* **Provided data**
--- START ---

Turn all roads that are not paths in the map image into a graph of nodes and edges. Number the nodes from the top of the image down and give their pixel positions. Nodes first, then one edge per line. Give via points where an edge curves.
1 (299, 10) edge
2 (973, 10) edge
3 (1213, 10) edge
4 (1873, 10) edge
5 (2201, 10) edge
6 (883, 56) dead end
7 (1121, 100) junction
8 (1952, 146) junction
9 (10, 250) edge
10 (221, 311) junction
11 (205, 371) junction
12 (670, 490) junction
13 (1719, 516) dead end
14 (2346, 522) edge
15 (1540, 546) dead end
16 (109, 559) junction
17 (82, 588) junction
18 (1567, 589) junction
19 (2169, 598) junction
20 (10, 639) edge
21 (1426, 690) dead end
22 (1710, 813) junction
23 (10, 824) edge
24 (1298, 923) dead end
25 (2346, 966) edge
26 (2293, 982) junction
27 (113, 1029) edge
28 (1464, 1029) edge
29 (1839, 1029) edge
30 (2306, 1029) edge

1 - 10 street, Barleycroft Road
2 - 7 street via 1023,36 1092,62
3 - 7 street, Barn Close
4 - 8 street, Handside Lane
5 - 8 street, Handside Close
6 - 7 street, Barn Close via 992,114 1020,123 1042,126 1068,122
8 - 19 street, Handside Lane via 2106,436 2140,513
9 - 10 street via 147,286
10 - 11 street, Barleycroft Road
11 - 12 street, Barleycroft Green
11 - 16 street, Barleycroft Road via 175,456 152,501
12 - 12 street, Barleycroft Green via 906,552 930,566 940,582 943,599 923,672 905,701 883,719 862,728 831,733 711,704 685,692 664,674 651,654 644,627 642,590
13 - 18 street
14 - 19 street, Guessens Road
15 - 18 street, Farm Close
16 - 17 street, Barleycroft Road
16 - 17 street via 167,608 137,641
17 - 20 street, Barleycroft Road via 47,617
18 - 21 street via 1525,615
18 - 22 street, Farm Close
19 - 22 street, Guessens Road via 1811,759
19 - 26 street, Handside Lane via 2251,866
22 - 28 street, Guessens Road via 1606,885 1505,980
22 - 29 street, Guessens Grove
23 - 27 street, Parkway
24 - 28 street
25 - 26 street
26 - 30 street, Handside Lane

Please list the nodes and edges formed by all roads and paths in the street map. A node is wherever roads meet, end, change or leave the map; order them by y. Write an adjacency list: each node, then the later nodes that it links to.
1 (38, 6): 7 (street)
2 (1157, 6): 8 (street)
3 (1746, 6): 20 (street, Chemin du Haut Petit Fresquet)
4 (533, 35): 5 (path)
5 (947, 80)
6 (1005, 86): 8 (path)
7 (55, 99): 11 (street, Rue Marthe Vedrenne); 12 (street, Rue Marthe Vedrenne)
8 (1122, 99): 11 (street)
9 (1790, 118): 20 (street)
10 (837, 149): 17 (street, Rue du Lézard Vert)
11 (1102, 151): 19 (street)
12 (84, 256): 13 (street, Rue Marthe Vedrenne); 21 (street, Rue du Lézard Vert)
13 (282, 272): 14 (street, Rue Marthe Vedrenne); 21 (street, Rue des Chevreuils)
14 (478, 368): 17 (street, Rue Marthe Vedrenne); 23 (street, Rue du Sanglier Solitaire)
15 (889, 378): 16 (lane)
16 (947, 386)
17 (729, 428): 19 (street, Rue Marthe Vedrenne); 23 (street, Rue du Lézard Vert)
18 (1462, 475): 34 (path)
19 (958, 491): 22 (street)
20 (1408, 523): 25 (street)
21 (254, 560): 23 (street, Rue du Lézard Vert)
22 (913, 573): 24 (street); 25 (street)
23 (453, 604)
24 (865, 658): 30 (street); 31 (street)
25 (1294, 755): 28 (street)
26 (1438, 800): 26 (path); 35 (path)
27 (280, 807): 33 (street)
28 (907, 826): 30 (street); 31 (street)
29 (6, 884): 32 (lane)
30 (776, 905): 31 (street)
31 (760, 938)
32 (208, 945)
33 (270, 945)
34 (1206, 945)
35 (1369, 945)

--- END ---

* **Work to be completed**
Copy the data above in full, character for character.

* **Response to the task**
Turn all roads that are not paths in the map image into a graph of nodes and edges. Number the nodes from the top of the image down and give their pixel positions. Nodes first, then one edge per line. Give via points where an edge curves.
1 (299, 10) edge
2 (973, 10) edge
3 (1213, 10) edge
4 (1873, 10) edge
5 (2201, 10) edge
6 (883, 56) dead end
7 (1121, 100) junction
8 (1952, 146) junction
9 (10, 250) edge
10 (221, 311) junction
11 (205, 371) junction
12 (670, 490) junction
13 (1719, 516) dead end
14 (2346, 522) edge
15 (1540, 546) dead end
16 (109, 559) junction
17 (82, 588) junction
18 (1567, 589) junction
19 (2169, 598) junction
20 (10, 639) edge
21 (1426, 690) dead end
22 (1710, 813) junction
23 (10, 824) edge
24 (1298, 923) dead end
25 (2346, 966) edge
26 (2293, 982) junction
27 (113, 1029) edge
28 (1464, 1029) edge
29 (1839, 1029) edge
30 (2306, 1029) edge

1 - 10 street, Barleycroft Road
2 - 7 street via 1023,36 1092,62
3 - 7 street, Barn Close
4 - 8 street, Handside Lane
5 - 8 street, Handside Close
6 - 7 street, Barn Close via 992,114 1020,123 1042,126 1068,122
8 - 19 street, Handside Lane via 2106,436 2140,513
9 - 10 street via 147,286
10 - 11 street, Barleycroft Road
11 - 12 street, Barleycroft Green
11 - 16 street, Barleycroft Road via 175,456 152,501
12 - 12 street, Barleycroft Green via 906,552 930,566 940,582 943,599 923,672 905,701 883,719 862,728 831,733 711,704 685,692 664,674 651,654 644,627 642,590
13 - 18 street
14 - 19 street, Guessens Road
15 - 18 street, Farm Close
16 - 17 street, Barleycroft Road
16 - 17 street via 167,608 137,641
17 - 20 street, Barleycroft Road via 47,617
18 - 21 street via 1525,615
18 - 22 street, Farm Close
19 - 22 street, Guessens Road via 1811,759
19 - 26 street, Handside Lane via 2251,866
22 - 28 street, Guessens Road via 1606,885 1505,980
22 - 29 street, Guessens Grove
23 - 27 street, Parkway
24 - 28 street
25 - 26 street
26 - 30 street, Handside Lane

Please list the nodes and edges formed by all roads and paths in the street map. A node is wherever roads meet, end, change or leave the map; order them by y. Write an adjacency list: each node, then the later nodes that it links to.
1 (38, 6): 7 (street)
2 (1157, 6): 8 (street)
3 (1746, 6): 20 (street, Chemin du Haut Petit Fresquet)
4 (533, 35): 5 (path)
5 (947, 80)
6 (1005, 86): 8 (path)
7 (55, 99): 11 (street, Rue Marthe Vedrenne); 12 (street, Rue Marthe Vedrenne)
8 (1122, 99): 11 (street)
9 (1790, 118): 20 (street)
10 (837, 149): 17 (street, Rue du Lézard Vert)
11 (1102, 151): 19 (street)
12 (84, 256): 13 (street, Rue Marthe Vedrenne); 21 (street, Rue du Lézard Vert)
13 (282, 272): 14 (street, Rue Marthe Vedrenne); 21 (street, Rue des Chevreuils)
14 (478, 368): 17 (street, Rue Marthe Vedrenne); 23 (street, Rue du Sanglier Solitaire)
15 (889, 378): 16 (lane)
16 (947, 386)
17 (729, 428): 19 (street, Rue Marthe Vedrenne); 23 (street, Rue du Lézard Vert)
18 (1462, 475): 34 (path)
19 (958, 491): 22 (street)
20 (1408, 523): 25 (street)
21 (254, 560): 23 (street, Rue du Lézard Vert)
22 (913, 573): 24 (street); 25 (street)
23 (453, 604)
24 (865, 658): 30 (street); 31 (street)
25 (1294, 755): 28 (street)
26 (1438, 800): 26 (path); 35 (path)
27 (280, 807): 33 (street)
28 (907, 826): 30 (street); 31 (street)
29 (6, 884): 32 (lane)
30 (776, 905): 31 (street)
31 (760, 938)
32 (208, 945)
33 (270, 945)
34 (1206, 945)
35 (1369, 945)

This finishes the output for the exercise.